Retype the data exactly, from its first line to the line containing "pinky dip: (125, 109)", including both, and skip any picture.

[[ EXTRACTED MATERIAL open ]]

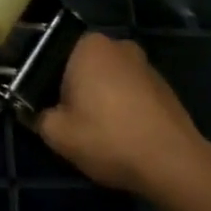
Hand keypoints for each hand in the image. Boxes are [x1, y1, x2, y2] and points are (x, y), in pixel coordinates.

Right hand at [35, 32, 210, 200]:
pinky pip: (133, 94)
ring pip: (111, 80)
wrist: (173, 164)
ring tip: (99, 132)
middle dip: (77, 89)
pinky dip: (125, 109)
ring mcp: (146, 65)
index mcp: (89, 45)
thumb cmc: (108, 138)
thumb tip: (37, 114)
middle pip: (85, 66)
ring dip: (103, 99)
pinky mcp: (165, 88)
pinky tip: (124, 136)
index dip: (47, 82)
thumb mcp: (58, 134)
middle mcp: (118, 45)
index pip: (55, 55)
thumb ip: (39, 118)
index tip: (48, 107)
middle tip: (70, 120)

[[ EXTRACTED MATERIAL closed ]]

EXERCISE RESPONSE.
Hand keypoints for each hand in the image. Boxes are [x1, y1, x2, y2] and points are (x, y), in pixel coordinates.

Right hand at [35, 32, 210, 200]:
pinky pip: (133, 94)
ring pip: (111, 80)
wrist: (173, 164)
ring tip: (99, 132)
middle dip: (77, 89)
pinky dip: (125, 109)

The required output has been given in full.